Return, from the data below, each line that contains the word "Hulivägen".

--- The data ---

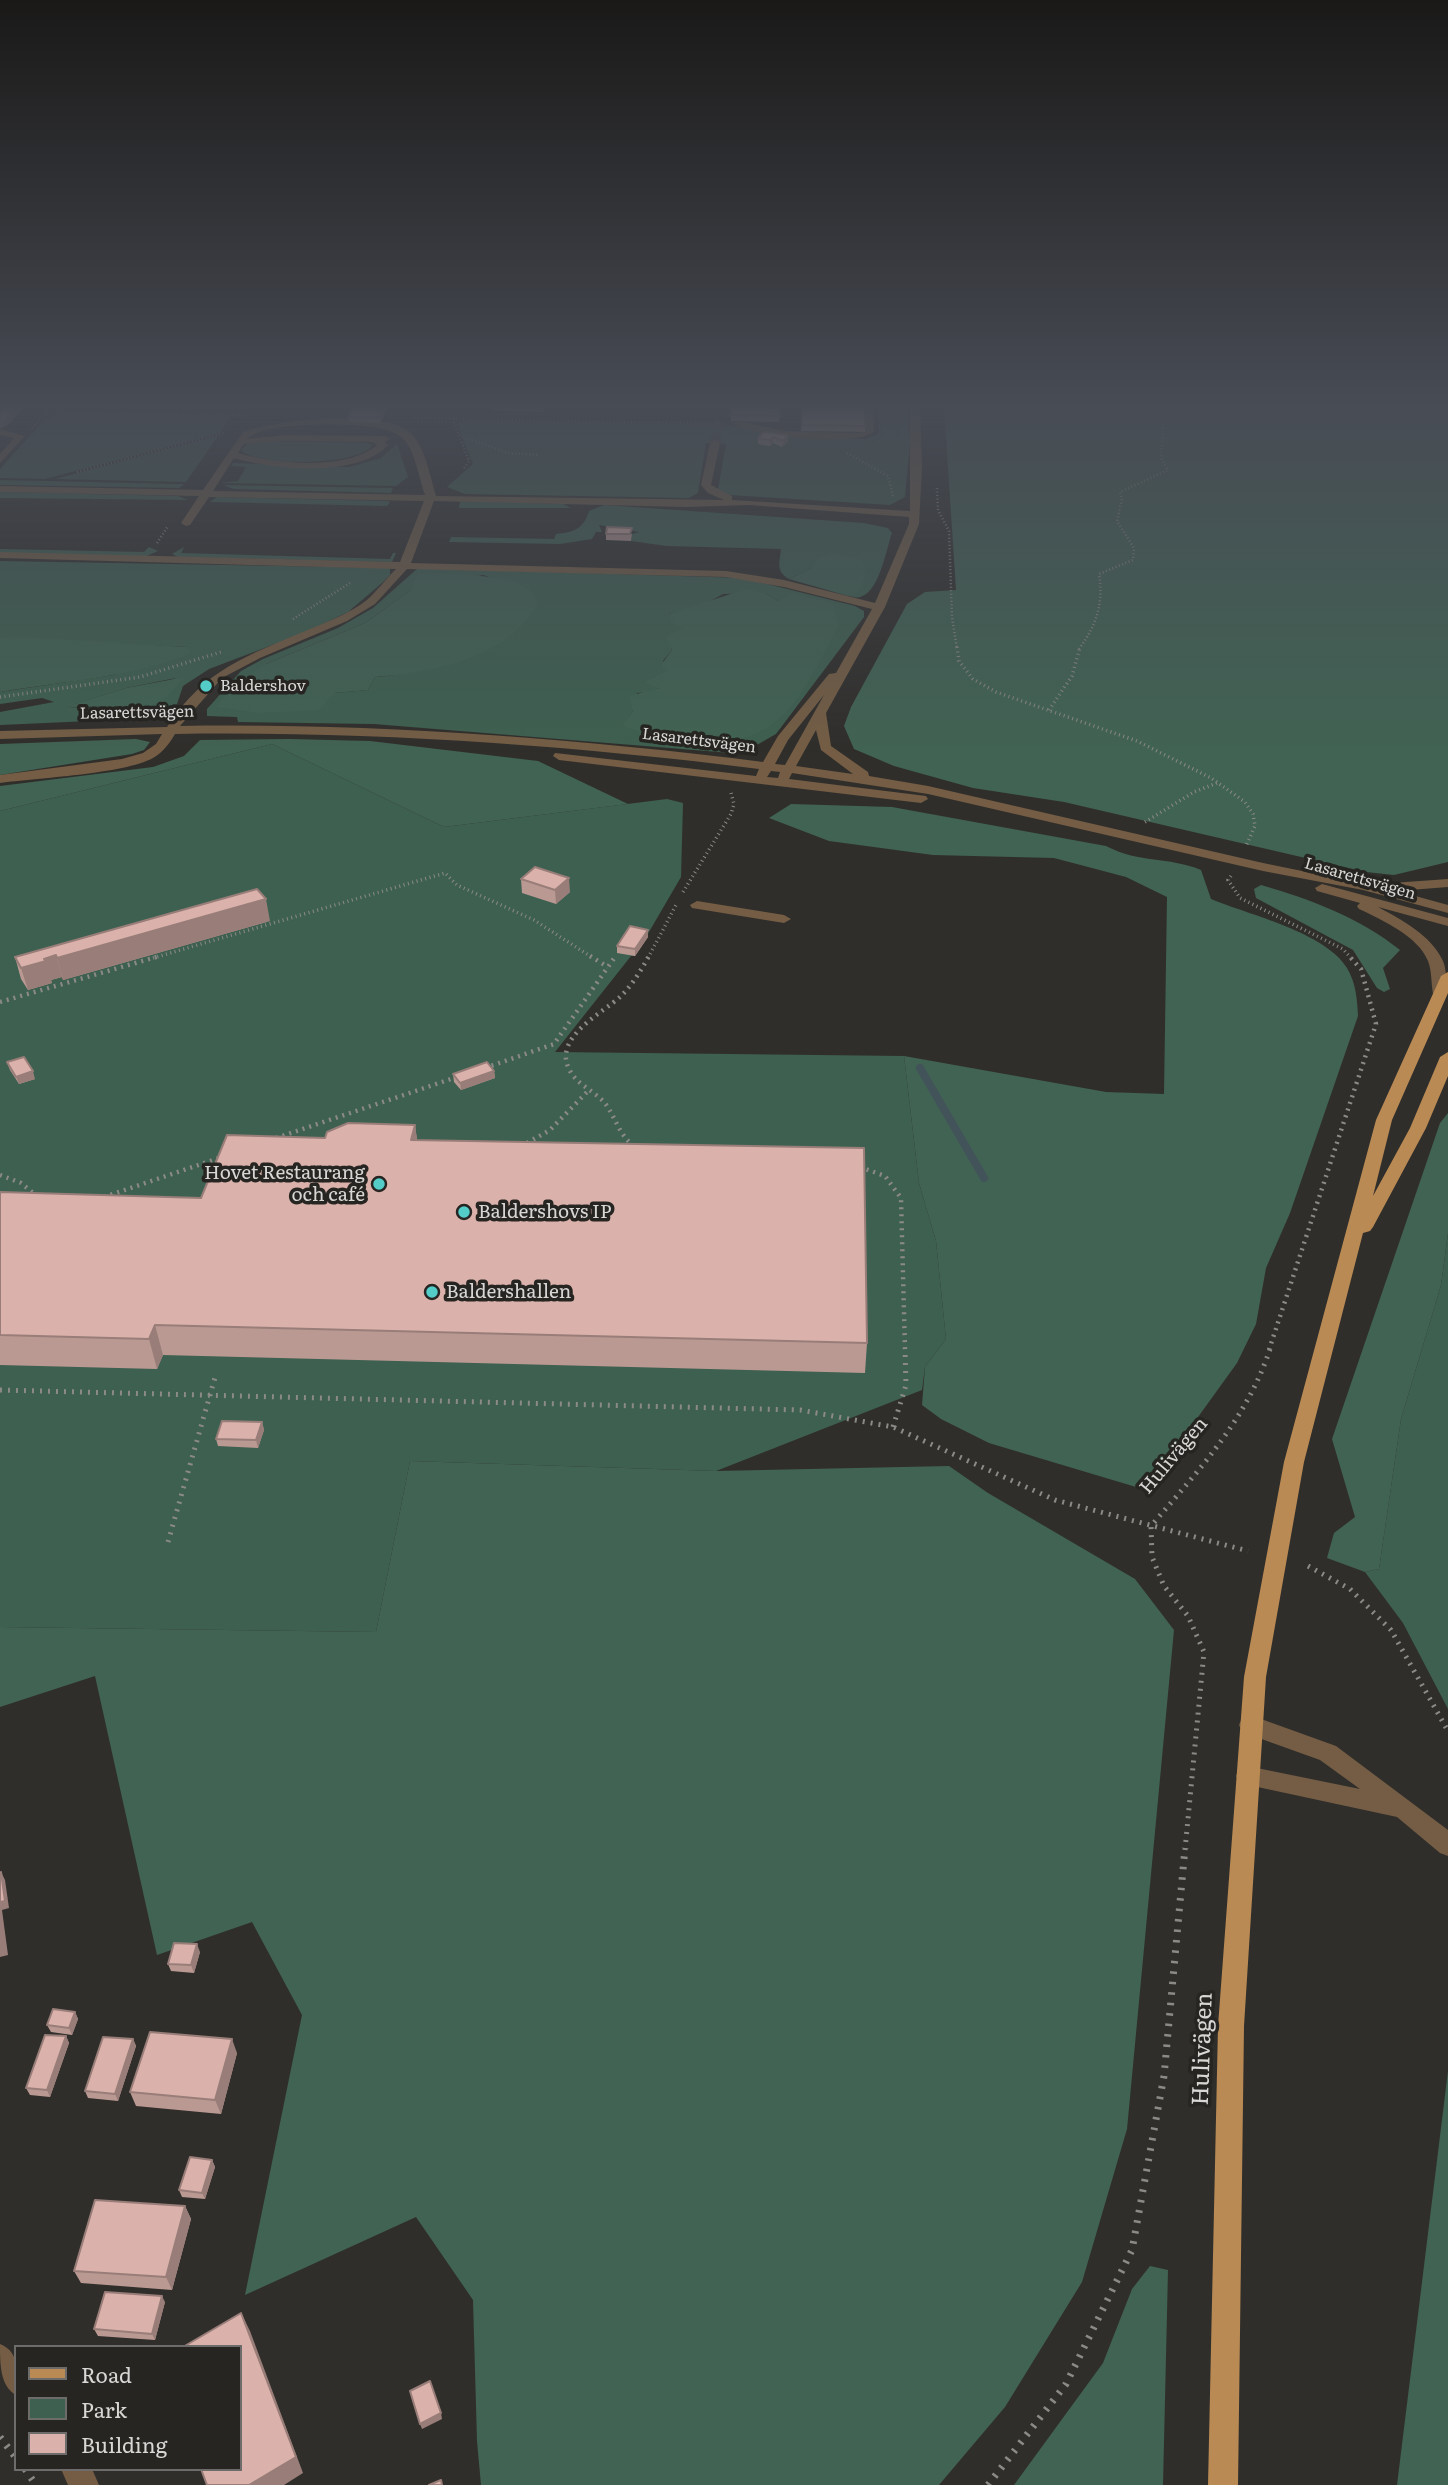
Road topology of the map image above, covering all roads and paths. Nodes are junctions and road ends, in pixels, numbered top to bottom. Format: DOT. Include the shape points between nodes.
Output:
graph roads {
  1 [pos="421,521"];
  2 [pos="914,521"];
  3 [pos="944,521"];
  4 [pos="1117,521"];
  5 [pos="0,555"];
  6 [pos="400,571"];
  7 [pos="879,607"];
  8 [pos="285,623"];
  9 [pos="859,643"];
  10 [pos="225,651"];
  11 [pos="0,697"];
  12 [pos="1049,710"];
  13 [pos="820,713"];
  14 [pos="174,729"];
  15 [pos="0,735"];
  16 [pos="400,736"];
  17 [pos="782,739"];
  18 [pos="704,759"];
  19 [pos="766,766"];
  20 [pos="788,770"];
  21 [pos="0,779"];
  22 [pos="759,780"];
  23 [pos="876,780"];
  24 [pos="780,783"];
  25 [pos="1217,783"];
  26 [pos="724,788"];
  27 [pos="990,805"];
  28 [pos="1128,834"];
  29 [pos="1243,853"];
  30 [pos="1263,867"];
  31 [pos="1233,872"];
  32 [pos="1448,883"];
  33 [pos="1315,886"];
  34 [pos="1364,886"];
  35 [pos="696,905"];
  36 [pos="1448,909"];
  37 [pos="784,919"];
  38 [pos="1448,922"];
  39 [pos="615,957"];
  40 [pos="608,967"];
  41 [pos="1448,976"];
  42 [pos="1440,993"];
  43 [pos="0,1002"];
  44 [pos="1448,1057"];
  45 [pos="475,1071"];
  46 [pos="461,1076"];
  47 [pos="589,1090"];
  48 [pos="263,1143"];
  49 [pos="519,1146"];
  50 [pos="642,1151"];
  51 [pos="225,1156"];
  52 [pos="858,1167"];
  53 [pos="0,1175"];
  54 [pos="100,1198"];
  55 [pos="44,1206"];
  56 [pos="1352,1249"];
  57 [pos="216,1374"];
  58 [pos="0,1391"];
  59 [pos="210,1394"];
  60 [pos="894,1427"];
  61 [pos="1151,1526"];
  62 [pos="168,1542"];
  63 [pos="1248,1551"];
  64 [pos="1308,1566"];
  65 [pos="1250,1725"];
  66 [pos="1448,1731"];
  67 [pos="1247,1776"];
  68 [pos="1400,1807"];
  69 [pos="1448,1845"];
  70 [pos="0,2358"];
  71 [pos="14,2378"];
  72 [pos="0,2437"];
  73 [pos="14,2455"];
  74 [pos="988,2485"];
  75 [pos="1223,2485"];
  1 -- 6 [label="street"];
  2 -- 7 [label="street"];
  3 -- 12 [label="path" via="949,531 952,617 959,662 973,679"];
  4 -- 12 [label="path" via="1134,548 1133,560 1099,574 1102,593 1096,627 1077,651 1072,676"];
  5 -- 6 [label="street"];
  6 -- 7 [label="street" via="745,575"];
  6 -- 8 [label="path" via="350,583"];
  6 -- 14 [label="street" via="358,610 218,676 182,713"];
  7 -- 9 [label="street"];
  9 -- 13 [label="street"];
  9 -- 17 [label="street"];
  10 -- 11 [label="path" via="123,680"];
  12 -- 25 [label="path" via="1137,741"];
  13 -- 20 [label="street"];
  13 -- 23 [label="street" via="825,747 855,771"];
  14 -- 15 [label="street, Lasarettsvägen"];
  14 -- 16 [label="street, Lasarettsvägen"];
  14 -- 21 [label="street" via="147,756 123,763"];
  16 -- 18 [label="street, Lasarettsvägen" via="540,742"];
  16 -- 22 [label="street, Lasarettsvägen"];
  17 -- 18 [label="street" via="747,755"];
  17 -- 19 [label="street"];
  18 -- 19 [label="street, Lasarettsvägen"];
  19 -- 20 [label="street, Lasarettsvägen"];
  19 -- 22 [label="street"];
  20 -- 23 [label="street, Lasarettsvägen"];
  20 -- 24 [label="street"];
  22 -- 24 [label="street, Lasarettsvägen"];
  23 -- 27 [label="street, Lasarettsvägen"];
  24 -- 27 [label="street, Lasarettsvägen"];
  25 -- 28 [label="path" via="1175,802"];
  25 -- 29 [label="path" via="1254,814 1255,826"];
  26 -- 47 [label="path" via="734,804 731,814 668,916 644,966 622,995 585,1025 570,1044 566,1060 570,1072"];
  27 -- 28 [label="street, Lasarettsvägen"];
  28 -- 30 [label="street, Lasarettsvägen"];
  30 -- 33 [label="street, Lasarettsvägen"];
  30 -- 34 [label="street, Lasarettsvägen"];
  31 -- 61 [label="path, Hulivägen" via="1228,880 1240,898 1343,948 1361,969 1376,1024 1260,1378 1221,1444"];
  32 -- 34 [label="street"];
  33 -- 38 [label="street, Lasarettsvägen"];
  33 -- 42 [label="street" via="1368,908 1426,947 1436,962"];
  34 -- 36 [label="street, Lasarettsvägen"];
  35 -- 37 [label="street"];
  39 -- 40 [label="path"];
  40 -- 43 [label="path" via="557,933 457,885 445,873"];
  40 -- 45 [label="path" via="554,1044"];
  41 -- 42 [label="main road, Hulivägen"];
  42 -- 56 [label="main road, Hulivägen" via="1384,1120"];
  44 -- 56 [label="main road, Hulivägen" via="1418,1128"];
  46 -- 48 [label="path"];
  47 -- 49 [label="path" via="550,1130"];
  47 -- 50 [label="path" via="609,1109 620,1137"];
  51 -- 54 [label="path"];
  52 -- 60 [label="path" via="892,1179 901,1198 906,1385"];
  53 -- 55 [label="path" via="32,1189"];
  56 -- 65 [label="main road, Hulivägen" via="1294,1462"];
  57 -- 59 [label="path"];
  58 -- 59 [label="path"];
  59 -- 60 [label="path" via="800,1410"];
  59 -- 62 [label="path"];
  60 -- 61 [label="path" via="1055,1500"];
  61 -- 63 [label="path"];
  61 -- 74 [label="path, Hulivägen" via="1156,1567 1164,1586 1188,1616 1204,1652 1164,2076 1132,2250 1066,2384"];
  64 -- 66 [label="path" via="1350,1589 1391,1630"];
  65 -- 67 [label="main road, Hulivägen"];
  65 -- 68 [label="street" via="1328,1753"];
  67 -- 68 [label="street"];
  67 -- 75 [label="main road, Hulivägen" via="1231,2026"];
  68 -- 69 [label="street"];
  70 -- 71 [label="street"];
  72 -- 73 [label="path"];
}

---

Exercise solution>
  31 -- 61 [label="path, Hulivägen" via="1228,880 1240,898 1343,948 1361,969 1376,1024 1260,1378 1221,1444"];
  41 -- 42 [label="main road, Hulivägen"];
  42 -- 56 [label="main road, Hulivägen" via="1384,1120"];
  44 -- 56 [label="main road, Hulivägen" via="1418,1128"];
  56 -- 65 [label="main road, Hulivägen" via="1294,1462"];
  61 -- 74 [label="path, Hulivägen" via="1156,1567 1164,1586 1188,1616 1204,1652 1164,2076 1132,2250 1066,2384"];
  65 -- 67 [label="main road, Hulivägen"];
  67 -- 75 [label="main road, Hulivägen" via="1231,2026"];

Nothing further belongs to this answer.